### Saved entries
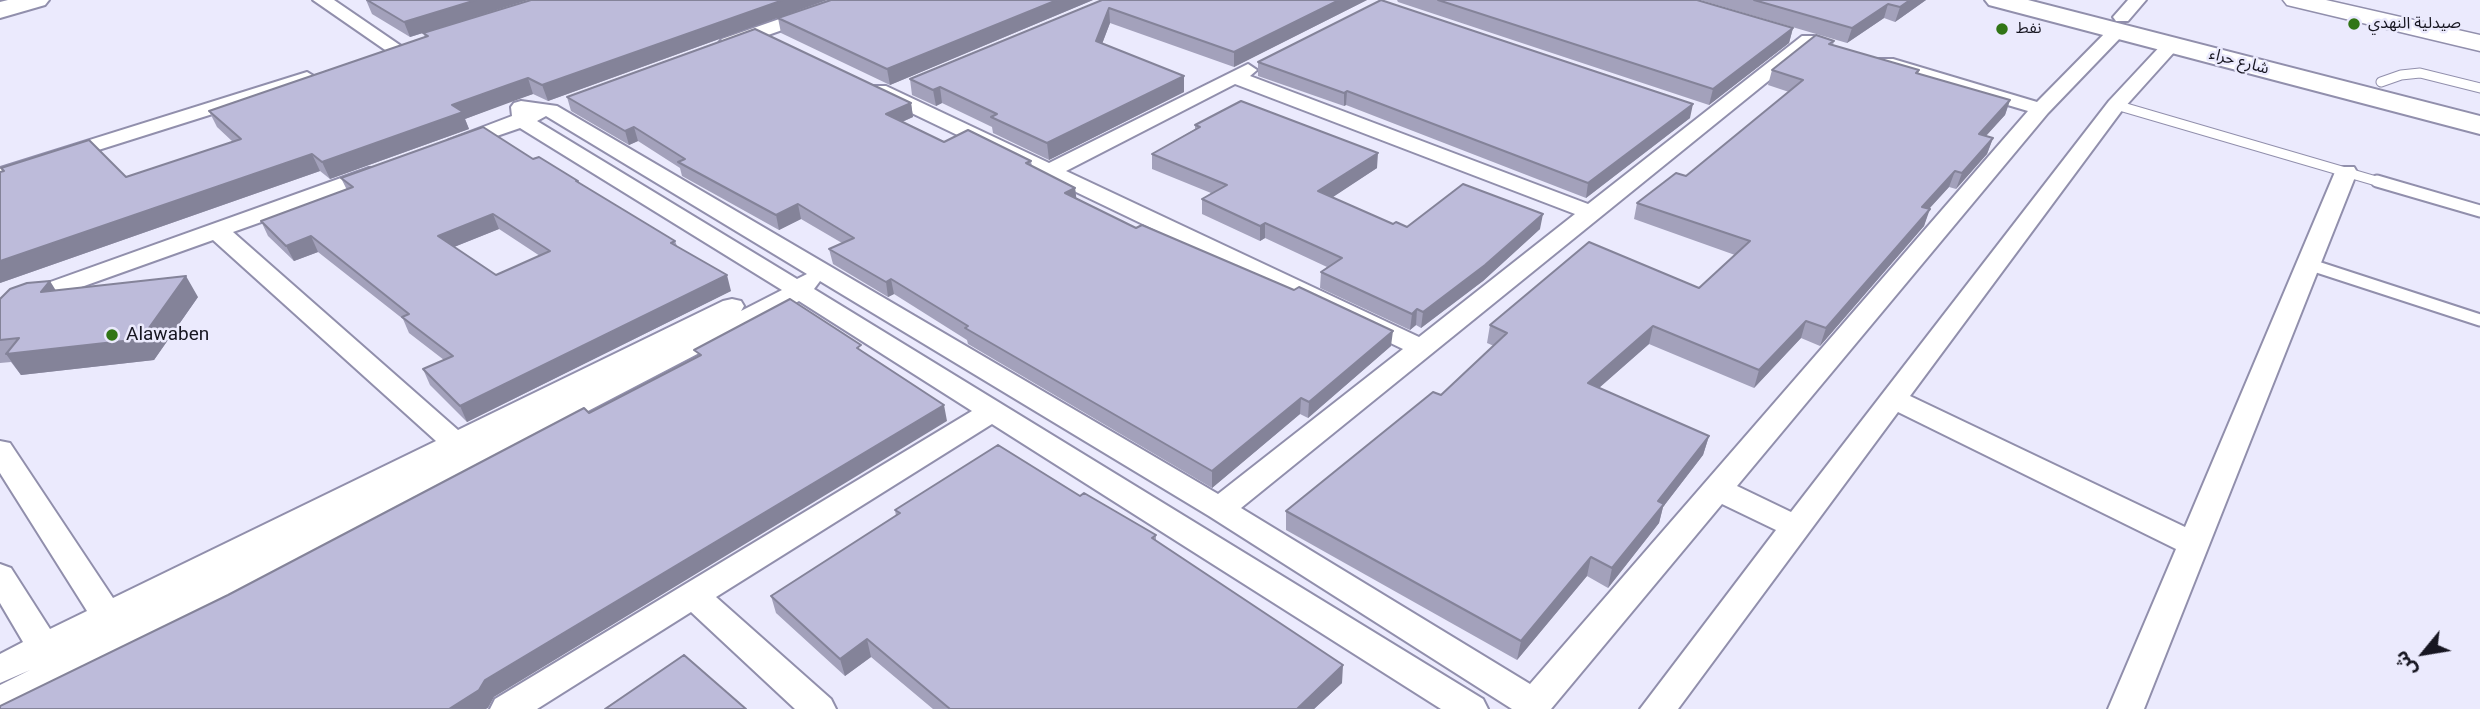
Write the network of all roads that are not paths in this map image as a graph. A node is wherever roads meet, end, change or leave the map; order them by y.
1 (36, 0) edge
2 (821, 0) edge
3 (850, 0) edge
4 (1998, 0) edge
5 (2056, 0) edge
6 (2295, 0) edge
7 (2347, 0) edge
8 (359, 3) dead end
9 (330, 5) edge
10 (0, 10) edge
11 (2126, 16) edge
12 (2480, 30) edge
13 (757, 32) junction
14 (1783, 33) edge
15 (2480, 43) edge
16 (781, 44) edge
17 (2171, 45) junction
18 (372, 58) edge
19 (1270, 59) edge
20 (1872, 59) edge
21 (320, 74) edge
22 (1234, 77) junction
23 (854, 78) edge
24 (2381, 82) junction
25 (915, 85) edge
26 (2480, 88) edge
27 (890, 95) junction
28 (2116, 105) junction
29 (1687, 108) edge
30 (2480, 108) edge
31 (2041, 109) junction
32 (522, 114) junction
33 (1713, 116) junction
34 (2480, 125) edge
35 (438, 144) edge
36 (1049, 171) junction
37 (2346, 172) junction
38 (0, 175) edge
39 (2480, 211) edge
40 (1592, 213) junction
41 (216, 230) junction
42 (2308, 264) junction
43 (800, 281) junction
44 (0, 294) edge
45 (0, 308) edge
46 (2480, 320) edge
47 (1424, 349) junction
48 (1893, 399) junction
49 (992, 411) junction
50 (0, 450) edge
51 (464, 450) junction
52 (1717, 489) junction
53 (1220, 509) junction
54 (1796, 527) junction
55 (2193, 544) junction
56 (0, 576) edge
57 (692, 594) junction
58 (106, 614) junction
59 (43, 647) junction
60 (91, 654) junction
61 (0, 669) edge
62 (0, 701) edge
63 (1532, 706) edge
64 (508, 709) edge
65 (818, 709) edge
66 (1470, 709) edge
67 (1658, 709) edge
68 (2126, 709) edge

1 - 10 main road
2 - 13 street
3 - 13 street
4 - 11 main road, شارع حراء
5 - 11 main road, شارع حراء
6 - 15 street
7 - 12 street
8 - 9 street
9 - 18 street
11 - 17 main road, شارع حراء
11 - 24 main road, شارع حراء
11 - 31 street
13 - 16 street
14 - 33 street
17 - 28 street
17 - 34 main road, شارع حراء
19 - 22 street
20 - 31 street
21 - 38 street
22 - 36 street
22 - 40 street
23 - 27 street
24 - 26 lane
24 - 30 main road, شارع حراء
25 - 27 street
27 - 36 street
28 - 37 lane
28 - 48 street
29 - 33 street
31 - 52 street
32 - 35 street
32 - 43 street
32 - 43 street
33 - 40 street
36 - 47 street
37 - 39 lane
37 - 42 street
40 - 47 street
41 - 44 street
41 - 45 street
41 - 51 street
42 - 46 lane
42 - 55 street
43 - 49 street
43 - 51 street
43 - 53 street
47 - 53 street
48 - 54 street
48 - 55 street
49 - 57 street
49 - 66 street
50 - 58 street
51 - 58 street
51 - 60 street
52 - 54 street
52 - 63 street
53 - 63 street
54 - 67 street
55 - 68 street
56 - 59 street
57 - 64 street
57 - 65 street
58 - 59 street
58 - 60 street
59 - 60 street
59 - 61 street
60 - 62 street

### Work to be completed
Could you repeat each line above exactly as written? Omit the pictures.

### Problem solution
Write the network of all roads that are not paths in this map image as a graph. A node is wherever roads meet, end, change or leave the map; order them by y.
1 (36, 0) edge
2 (821, 0) edge
3 (850, 0) edge
4 (1998, 0) edge
5 (2056, 0) edge
6 (2295, 0) edge
7 (2347, 0) edge
8 (359, 3) dead end
9 (330, 5) edge
10 (0, 10) edge
11 (2126, 16) edge
12 (2480, 30) edge
13 (757, 32) junction
14 (1783, 33) edge
15 (2480, 43) edge
16 (781, 44) edge
17 (2171, 45) junction
18 (372, 58) edge
19 (1270, 59) edge
20 (1872, 59) edge
21 (320, 74) edge
22 (1234, 77) junction
23 (854, 78) edge
24 (2381, 82) junction
25 (915, 85) edge
26 (2480, 88) edge
27 (890, 95) junction
28 (2116, 105) junction
29 (1687, 108) edge
30 (2480, 108) edge
31 (2041, 109) junction
32 (522, 114) junction
33 (1713, 116) junction
34 (2480, 125) edge
35 (438, 144) edge
36 (1049, 171) junction
37 (2346, 172) junction
38 (0, 175) edge
39 (2480, 211) edge
40 (1592, 213) junction
41 (216, 230) junction
42 (2308, 264) junction
43 (800, 281) junction
44 (0, 294) edge
45 (0, 308) edge
46 (2480, 320) edge
47 (1424, 349) junction
48 (1893, 399) junction
49 (992, 411) junction
50 (0, 450) edge
51 (464, 450) junction
52 (1717, 489) junction
53 (1220, 509) junction
54 (1796, 527) junction
55 (2193, 544) junction
56 (0, 576) edge
57 (692, 594) junction
58 (106, 614) junction
59 (43, 647) junction
60 (91, 654) junction
61 (0, 669) edge
62 (0, 701) edge
63 (1532, 706) edge
64 (508, 709) edge
65 (818, 709) edge
66 (1470, 709) edge
67 (1658, 709) edge
68 (2126, 709) edge

1 - 10 main road
2 - 13 street
3 - 13 street
4 - 11 main road, شارع حراء
5 - 11 main road, شارع حراء
6 - 15 street
7 - 12 street
8 - 9 street
9 - 18 street
11 - 17 main road, شارع حراء
11 - 24 main road, شارع حراء
11 - 31 street
13 - 16 street
14 - 33 street
17 - 28 street
17 - 34 main road, شارع حراء
19 - 22 street
20 - 31 street
21 - 38 street
22 - 36 street
22 - 40 street
23 - 27 street
24 - 26 lane
24 - 30 main road, شارع حراء
25 - 27 street
27 - 36 street
28 - 37 lane
28 - 48 street
29 - 33 street
31 - 52 street
32 - 35 street
32 - 43 street
32 - 43 street
33 - 40 street
36 - 47 street
37 - 39 lane
37 - 42 street
40 - 47 street
41 - 44 street
41 - 45 street
41 - 51 street
42 - 46 lane
42 - 55 street
43 - 49 street
43 - 51 street
43 - 53 street
47 - 53 street
48 - 54 street
48 - 55 street
49 - 57 street
49 - 66 street
50 - 58 street
51 - 58 street
51 - 60 street
52 - 54 street
52 - 63 street
53 - 63 street
54 - 67 street
55 - 68 street
56 - 59 street
57 - 64 street
57 - 65 street
58 - 59 street
58 - 60 street
59 - 60 street
59 - 61 street
60 - 62 street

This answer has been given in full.